Zuber makes his historiographical assumptions explicit on the “About” page of his website (terencezuber.com) in a section called “Philosophy of writing military history.” The text seems to be for the benefit of potential new customers, but that does not make it any less sincere or interesting. The first important factor he lists is “the careful analysis of primary source material,” which he learned during his graduate studies in Würzburg, Germany. Zuber is talking about the venerable historiographical tradition of source criticism as taught to us in the nineteenth century by Leopold von Ranke. The historian, according to Ranke, is supposed to use primary sources in order to write about “how things really were” (wie es eigentlich gewesen ist).
Ranke’s ideas presuppose that the historian can read and understand the sources in context and that their meaning is immutable. If the objectivity question is much more complicated than Ranke’s phrase suggests, trying to understand “how things really were” still informs the professional historian’s ethos.3 But how do we meet this standard on the basis of imperfect documentary testimony? How do we go about reading and interpreting sources whose meanings are frequently ambiguous?
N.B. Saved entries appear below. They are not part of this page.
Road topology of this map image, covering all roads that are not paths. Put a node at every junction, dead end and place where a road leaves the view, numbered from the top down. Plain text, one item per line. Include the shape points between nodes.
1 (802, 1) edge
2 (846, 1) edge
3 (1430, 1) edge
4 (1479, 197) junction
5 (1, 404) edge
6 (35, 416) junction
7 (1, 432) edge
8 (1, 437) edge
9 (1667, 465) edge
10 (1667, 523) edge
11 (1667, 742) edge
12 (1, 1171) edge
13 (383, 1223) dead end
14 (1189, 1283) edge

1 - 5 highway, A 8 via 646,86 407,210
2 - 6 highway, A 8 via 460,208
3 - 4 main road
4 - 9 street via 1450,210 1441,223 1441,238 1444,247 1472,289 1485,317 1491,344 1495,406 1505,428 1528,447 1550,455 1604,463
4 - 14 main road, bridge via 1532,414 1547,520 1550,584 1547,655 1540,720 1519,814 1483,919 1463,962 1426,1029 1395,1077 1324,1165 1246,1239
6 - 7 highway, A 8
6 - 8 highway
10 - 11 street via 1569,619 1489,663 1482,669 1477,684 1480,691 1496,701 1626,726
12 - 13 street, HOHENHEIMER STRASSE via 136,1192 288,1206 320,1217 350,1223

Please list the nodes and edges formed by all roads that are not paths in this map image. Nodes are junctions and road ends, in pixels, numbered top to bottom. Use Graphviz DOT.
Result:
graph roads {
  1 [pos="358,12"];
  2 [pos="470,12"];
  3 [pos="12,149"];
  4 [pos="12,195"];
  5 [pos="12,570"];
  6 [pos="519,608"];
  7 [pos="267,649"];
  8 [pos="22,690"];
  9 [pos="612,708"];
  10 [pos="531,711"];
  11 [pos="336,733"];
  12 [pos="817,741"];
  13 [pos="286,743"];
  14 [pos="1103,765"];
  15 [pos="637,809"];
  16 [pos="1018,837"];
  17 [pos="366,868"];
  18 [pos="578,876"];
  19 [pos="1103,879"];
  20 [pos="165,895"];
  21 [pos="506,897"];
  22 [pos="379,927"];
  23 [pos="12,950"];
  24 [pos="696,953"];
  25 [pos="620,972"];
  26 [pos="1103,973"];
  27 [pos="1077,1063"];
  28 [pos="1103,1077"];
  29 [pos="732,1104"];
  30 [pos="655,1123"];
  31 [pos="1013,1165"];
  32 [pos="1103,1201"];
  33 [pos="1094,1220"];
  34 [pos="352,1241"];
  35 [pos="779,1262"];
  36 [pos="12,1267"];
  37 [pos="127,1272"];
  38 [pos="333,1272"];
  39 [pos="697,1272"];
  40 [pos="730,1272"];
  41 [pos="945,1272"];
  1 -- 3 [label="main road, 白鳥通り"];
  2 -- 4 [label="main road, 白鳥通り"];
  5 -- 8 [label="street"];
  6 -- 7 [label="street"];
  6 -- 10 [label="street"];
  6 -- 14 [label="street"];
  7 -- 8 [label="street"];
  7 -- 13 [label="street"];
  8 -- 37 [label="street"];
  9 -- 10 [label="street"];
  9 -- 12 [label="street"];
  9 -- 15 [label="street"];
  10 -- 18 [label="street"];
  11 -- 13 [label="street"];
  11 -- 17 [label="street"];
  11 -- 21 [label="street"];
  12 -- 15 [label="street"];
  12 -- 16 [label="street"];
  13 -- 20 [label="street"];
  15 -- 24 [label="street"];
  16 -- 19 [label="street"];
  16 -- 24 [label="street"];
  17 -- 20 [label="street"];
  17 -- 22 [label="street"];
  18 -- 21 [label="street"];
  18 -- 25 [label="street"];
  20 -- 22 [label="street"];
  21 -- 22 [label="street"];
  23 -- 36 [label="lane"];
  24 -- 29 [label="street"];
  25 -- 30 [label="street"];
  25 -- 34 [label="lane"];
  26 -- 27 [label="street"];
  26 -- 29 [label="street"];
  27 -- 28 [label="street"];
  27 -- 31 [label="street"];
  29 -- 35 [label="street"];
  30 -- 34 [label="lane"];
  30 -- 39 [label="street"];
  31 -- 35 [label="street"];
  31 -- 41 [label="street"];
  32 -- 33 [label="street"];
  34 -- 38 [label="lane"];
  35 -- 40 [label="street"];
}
“In military history,” according to Zuber, getting at the past as it actually was “means above all the evaluation of training, doctrine, plans, intelligence estimates, orders, weather, terrain and tactical combat.” I can live with that assertion for the moment, even if it ignores important factors, especially politics. But how can Zuber be so sure that he understands the sources whereas his historical predecessors and present-day detractors do not?
His answer is simple: “As a professional infantry officer, I am able to apply twenty years of military experience to this analysis including three years with a German panzer division. I work through military history as though it were an actual war plan or military operation.” On the face of it, the assumption that his military background is historiographically relevant seems at least plausible insofar as the tools and techniques of warfare in the late nineteenth and early twentieth centuries were not so far removed from Zuber’s Cold War–era training in land warfare that they could not be understood from that point of view.4 Moreover, German operational thought—however vaguely defined and varyingly understood—enjoyed respect on both sides of the Atlantic long after the First World War.5 But is that enough? Does Zuber’s military background really guarantee the accuracy of his analysis of military documents from an earlier era?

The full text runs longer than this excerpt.